== Given entries ==
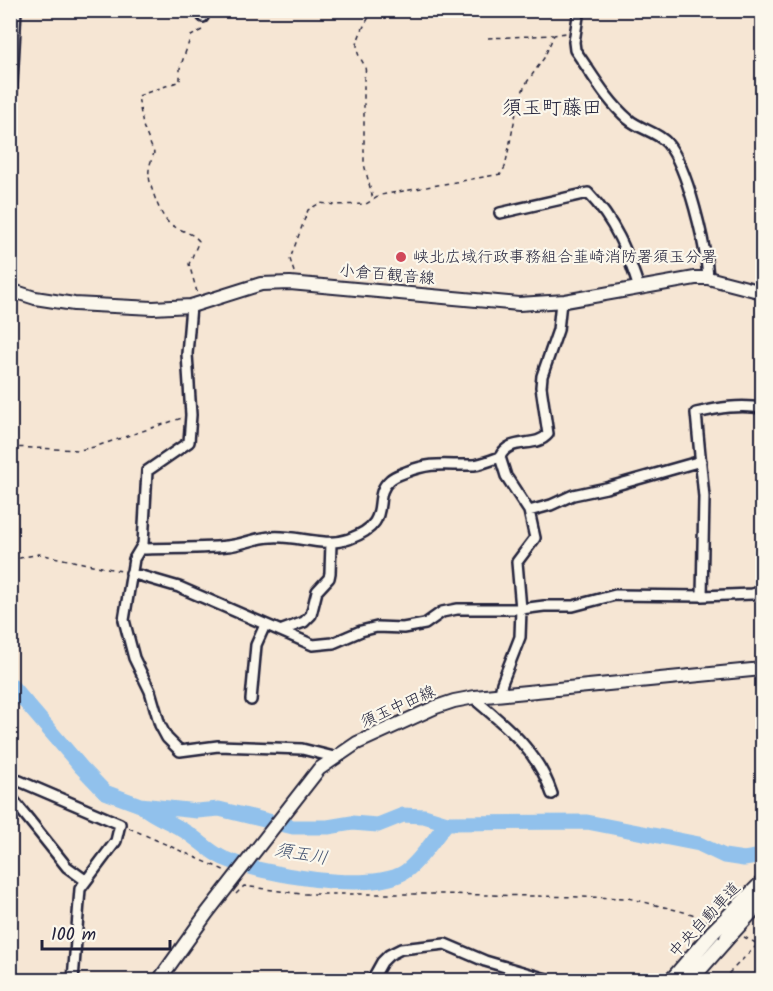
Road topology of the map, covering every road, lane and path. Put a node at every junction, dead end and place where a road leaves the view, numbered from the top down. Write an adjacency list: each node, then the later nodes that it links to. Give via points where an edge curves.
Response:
1 (16, 10): 8 (street)
2 (373, 10): 9 (path, via 357,47 366,70 364,164)
3 (579, 10): 5 (street)
4 (202, 14): 17 (path, via 202,30 191,36 180,68 180,81 138,96 143,126 154,153 149,178 162,214 168,223 199,242 189,264 197,288)
5 (575, 31): 6 (path); 11 (street, via 575,50 610,102 630,121 667,142 686,177 707,256)
6 (554, 35): 7 (path); 9 (path, via 518,103 501,174 381,195)
7 (488, 38)
8 (10, 122)
9 (373, 200): 12 (path, via 366,204 320,203 308,210 290,259)
10 (500, 213): 13 (street, via 588,193 624,244)
11 (708, 278): 13 (main road, 小倉百観音線); 15 (main road, 小倉百観音線)
12 (297, 283): 16 (main road, 小倉百観音線, via 486,302); 17 (main road, 小倉百観音線, via 261,284)
13 (639, 288): 16 (main road, 小倉百観音線)
14 (10, 290): 17 (main road, 小倉百観音線, via 74,304 153,308)
15 (762, 292)
16 (561, 302): 21 (street, via 558,330 542,375 548,434 544,440 510,445)
17 (194, 305): 19 (street, via 187,354)
18 (762, 408): 22 (street, via 726,406 696,413)
19 (191, 415): 20 (path, via 79,450); 25 (street, via 189,442 147,471)
20 (10, 447)
21 (500, 457): 23 (street, via 506,476); 24 (street, via 475,465 423,465 396,476 388,481 370,529)
22 (700, 461): 23 (street, via 573,495); 29 (street, via 704,497)
23 (529, 511): 30 (street, via 535,538 517,562)
24 (331, 543): 25 (street, via 271,537 226,546); 32 (street, via 329,578 317,591 311,615 304,622)
25 (140, 549): 27 (street)
26 (10, 560): 27 (path, via 39,554)
27 (131, 573): 31 (street, via 179,587); 37 (street, via 124,620 134,658 160,725 180,751 218,746 302,749)
28 (762, 591): 29 (street)
29 (702, 596): 30 (street, via 615,595 573,606)
30 (521, 609): 32 (street, via 447,610 425,624 377,627 313,645); 34 (street, via 520,637)
31 (265, 625): 32 (street); 36 (street, via 256,645)
32 (280, 631)
33 (762, 669): 34 (main road, 須玉中田線)
34 (500, 694): 35 (main road, 須玉中田線)
35 (475, 697): 37 (main road, 須玉中田線, via 436,707); 39 (street, via 515,732 546,776)
36 (251, 700)
37 (334, 757): 42 (main road, 須玉中田線, via 310,779)
38 (10, 777): 41 (street)
39 (552, 794)
40 (10, 796): 43 (street, via 67,867)
41 (120, 824): 42 (path); 43 (street, via 116,841)
42 (238, 874): 52 (main road, 須玉中田線)
43 (85, 880): 51 (street, via 80,889)
44 (762, 883): 47 (highway, 中央自動車道, bridge)
45 (231, 899): 47 (path, via 244,886 300,894 627,898 692,914)
46 (762, 900): 48 (highway, 中央自動車道, bridge)
47 (712, 927): 55 (highway, 中央自動車道)
48 (733, 936): 49 (path); 56 (highway, 中央自動車道)
49 (759, 944): 50 (path); 57 (path)
50 (762, 946)
51 (73, 981)
52 (159, 981)
53 (372, 981): 54 (street, via 389,954 445,944)
54 (550, 981)
55 (672, 981)
56 (690, 981)
57 (722, 981)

== Action item ==
Give only the number of lines in the data that include the string "須玉中田線".

== Result of the task ==
5